43. Human Chorionic Gonadotropin
• Seminomatous testicular cancer contains both
intact hCG, β-hCG, and α subunit in equal
amounts; only one assay is needed for
monitoring
• Only intact hCG and β-hCG may be found in
patients with nonseminomatous cancers;
measuring both intact and free subunit
increase sensitivity.
44. Human Chorionic Gonadotropin
• Ectopic free β-hCG found in urothelial cancer
• Ectopic α-hCG is a marker of malignancy in
pancreatic endocrine tumors
45. Neuron-specific Enolase
• Found in tumors originating from the
neuroendocrine cell system.
• A relatively specific marker for small cell lung
cancer (85%)
• Useful marker for monitoring the treatment
and predicting relapse in patients with SCLC
46. p53
• A nuclear phosphoprotein that is a negative
regulator of cell growth - tumor suppressor
• Found to be mutated in about half of almost
all types of cancer arising from a wide
spectrum of tissues.
• Can be measured in either tissue, fibroblast,
white cell, or serum.
47. pS2 protein
• A cysteine-rich peptide, secreted from breast cells,
induced by estrogen
• Capable of predicting response to endocrine therapy
• Associated with longer overall and disease-free
survival
• Negative pS2 associated with earlier recurrence and
death
• ER-PR + / pS2+ , 85% to 97% good prognosis
• ER-PR+/ pS2- , 50 to 54% good prognosis
48. Parathyroid Hormone-related peptide
• Secreted by tumors associated with hypercalcemia
• Binds and activates receptors that also bind PTH
• Useful in differential diagnosis of hypercalcemia
related to malignancy and associated either with
primary hyperthyroidism, sarcoidosis, Vit.
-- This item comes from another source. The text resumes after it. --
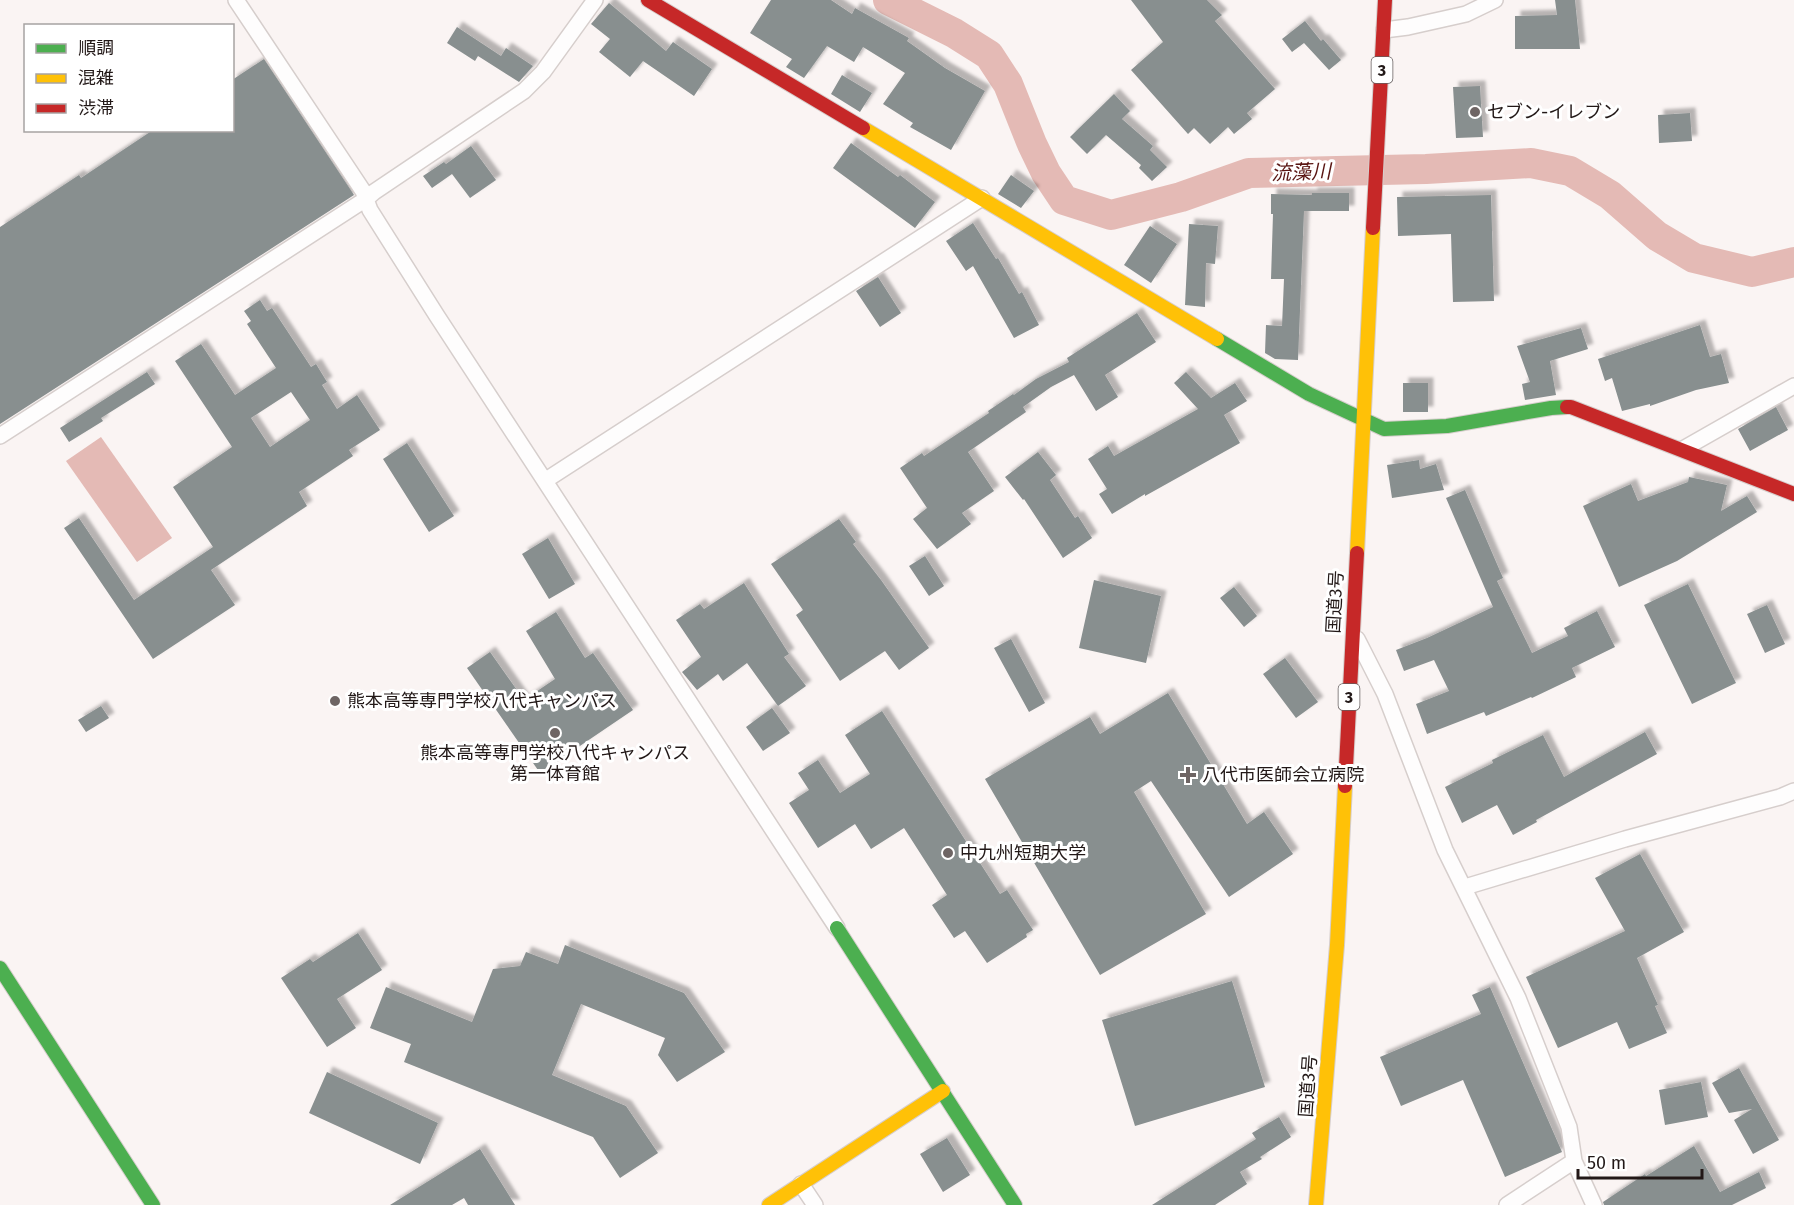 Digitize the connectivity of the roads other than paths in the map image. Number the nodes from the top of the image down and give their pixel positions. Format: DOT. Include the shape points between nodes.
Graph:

D toxicity,
or various malignancies (including SCCA, renal,
bladder and ovarian CAs)
• Impaired renal function increases plasma
concentration
49. Prostate-Specific Antigen
• The best tumor marker discovered thus far
due to its tissue specificity
• Useful for screening and for management of
prostate CA
• Lack of cancer specificity is the only drawback;
also elevated in BPH, prostatitis, and infarction
• Useful in monitoring success of surgical
prostatectomy
50. Prostate-Specific Antigen
• A transient and modest increase may occur
during radiation therapy and should not be
misinterpreted as disease progression
• Useful in detecting recurrence
• In combination with DRE or UTZ, is a good
screening tool
51. Free PSA
• Measurement of free PSA and calculation of
%fPSA has been used to help differentiate
between BPH from prostatic CA.
• %fPSA = (fPSA / PSA) x 100
• >23% associated with BPH
• <6% associated with prostatic CA
52. Squamous Cell Carcinoma antigen
• More than 70% of patients with advanced
cervical cancer have elevated SCC.
• Useful for following patients with cervical
cancer during therapy.
• Also useful for monitoring SCCA of the head
and neck, lung, esophagus, and anal canal
• Highest in patients with metastases
• Renal clearance